Go over the records and copy every line with the string "Lobo".
====
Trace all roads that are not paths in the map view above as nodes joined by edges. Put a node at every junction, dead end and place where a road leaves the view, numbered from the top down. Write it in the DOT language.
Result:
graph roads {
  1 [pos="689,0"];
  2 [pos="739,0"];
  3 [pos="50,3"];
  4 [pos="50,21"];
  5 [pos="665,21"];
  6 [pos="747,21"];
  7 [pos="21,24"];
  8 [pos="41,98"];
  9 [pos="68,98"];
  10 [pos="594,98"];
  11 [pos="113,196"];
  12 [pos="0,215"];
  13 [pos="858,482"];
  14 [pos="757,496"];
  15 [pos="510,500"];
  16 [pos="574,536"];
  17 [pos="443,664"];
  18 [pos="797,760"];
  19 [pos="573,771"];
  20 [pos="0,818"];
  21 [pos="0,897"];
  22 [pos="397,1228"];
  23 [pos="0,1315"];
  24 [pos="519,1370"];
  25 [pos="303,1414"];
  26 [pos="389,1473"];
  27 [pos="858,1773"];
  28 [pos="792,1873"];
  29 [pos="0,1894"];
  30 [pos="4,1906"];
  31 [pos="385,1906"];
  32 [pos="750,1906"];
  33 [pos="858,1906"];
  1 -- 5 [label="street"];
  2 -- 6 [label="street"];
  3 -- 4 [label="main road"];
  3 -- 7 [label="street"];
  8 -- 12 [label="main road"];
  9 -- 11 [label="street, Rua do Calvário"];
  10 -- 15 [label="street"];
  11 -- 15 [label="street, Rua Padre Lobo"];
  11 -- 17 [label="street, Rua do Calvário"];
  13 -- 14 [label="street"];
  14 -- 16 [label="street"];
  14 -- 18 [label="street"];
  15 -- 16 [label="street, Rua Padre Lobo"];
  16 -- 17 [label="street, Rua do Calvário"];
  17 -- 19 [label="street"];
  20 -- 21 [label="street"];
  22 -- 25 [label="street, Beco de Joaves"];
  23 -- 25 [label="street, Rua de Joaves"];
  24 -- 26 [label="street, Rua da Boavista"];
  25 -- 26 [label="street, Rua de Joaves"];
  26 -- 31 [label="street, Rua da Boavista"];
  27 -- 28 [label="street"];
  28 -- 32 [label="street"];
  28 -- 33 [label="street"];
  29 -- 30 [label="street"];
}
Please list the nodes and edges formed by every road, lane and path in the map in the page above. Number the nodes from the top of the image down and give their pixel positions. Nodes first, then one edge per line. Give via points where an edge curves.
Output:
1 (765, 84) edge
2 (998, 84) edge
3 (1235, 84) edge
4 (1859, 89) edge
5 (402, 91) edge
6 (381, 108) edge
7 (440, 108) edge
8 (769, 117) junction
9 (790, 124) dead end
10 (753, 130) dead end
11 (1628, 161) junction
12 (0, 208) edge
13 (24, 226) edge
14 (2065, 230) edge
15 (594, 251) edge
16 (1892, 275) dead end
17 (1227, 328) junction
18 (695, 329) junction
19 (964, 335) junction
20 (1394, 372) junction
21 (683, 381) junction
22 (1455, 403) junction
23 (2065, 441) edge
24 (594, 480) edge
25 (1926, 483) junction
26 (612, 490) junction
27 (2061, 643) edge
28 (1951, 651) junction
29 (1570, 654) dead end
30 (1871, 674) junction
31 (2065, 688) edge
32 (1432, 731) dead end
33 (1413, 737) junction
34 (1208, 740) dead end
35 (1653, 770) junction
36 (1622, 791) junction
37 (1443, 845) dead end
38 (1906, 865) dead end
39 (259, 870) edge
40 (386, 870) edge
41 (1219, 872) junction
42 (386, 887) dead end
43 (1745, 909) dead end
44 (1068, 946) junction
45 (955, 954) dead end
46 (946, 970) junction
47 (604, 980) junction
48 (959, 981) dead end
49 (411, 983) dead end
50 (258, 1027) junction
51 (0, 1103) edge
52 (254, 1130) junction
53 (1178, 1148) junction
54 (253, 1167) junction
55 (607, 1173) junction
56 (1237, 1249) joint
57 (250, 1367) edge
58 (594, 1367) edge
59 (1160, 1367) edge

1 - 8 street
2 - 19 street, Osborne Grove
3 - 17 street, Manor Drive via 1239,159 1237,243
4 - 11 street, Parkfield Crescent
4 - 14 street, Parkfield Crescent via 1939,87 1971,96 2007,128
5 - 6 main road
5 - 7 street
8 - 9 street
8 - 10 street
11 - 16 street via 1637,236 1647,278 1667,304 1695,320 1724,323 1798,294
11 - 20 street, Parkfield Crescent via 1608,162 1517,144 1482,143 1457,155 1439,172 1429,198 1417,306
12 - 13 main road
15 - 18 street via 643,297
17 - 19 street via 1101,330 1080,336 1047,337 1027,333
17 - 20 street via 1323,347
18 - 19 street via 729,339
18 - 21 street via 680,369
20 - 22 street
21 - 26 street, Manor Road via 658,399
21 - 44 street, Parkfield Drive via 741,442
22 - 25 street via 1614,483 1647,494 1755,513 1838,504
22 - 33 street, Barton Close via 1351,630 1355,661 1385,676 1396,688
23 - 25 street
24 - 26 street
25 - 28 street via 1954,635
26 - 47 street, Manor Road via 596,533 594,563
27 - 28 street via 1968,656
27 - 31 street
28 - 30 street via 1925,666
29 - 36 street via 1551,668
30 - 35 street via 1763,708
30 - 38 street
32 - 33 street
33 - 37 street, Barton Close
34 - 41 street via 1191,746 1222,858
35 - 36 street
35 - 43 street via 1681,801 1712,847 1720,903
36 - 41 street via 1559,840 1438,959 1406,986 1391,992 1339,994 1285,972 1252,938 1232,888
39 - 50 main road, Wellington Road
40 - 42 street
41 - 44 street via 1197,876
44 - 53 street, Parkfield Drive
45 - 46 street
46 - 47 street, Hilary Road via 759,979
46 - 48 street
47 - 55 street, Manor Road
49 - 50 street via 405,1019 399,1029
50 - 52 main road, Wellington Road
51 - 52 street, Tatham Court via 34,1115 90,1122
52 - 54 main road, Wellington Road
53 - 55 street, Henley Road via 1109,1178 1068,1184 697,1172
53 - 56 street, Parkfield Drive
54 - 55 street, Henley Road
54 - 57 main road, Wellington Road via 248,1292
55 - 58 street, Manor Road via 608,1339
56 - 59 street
====
## Task output
  11 -- 15 [label="street, Rua Padre Lobo"];
  15 -- 16 [label="street, Rua Padre Lobo"];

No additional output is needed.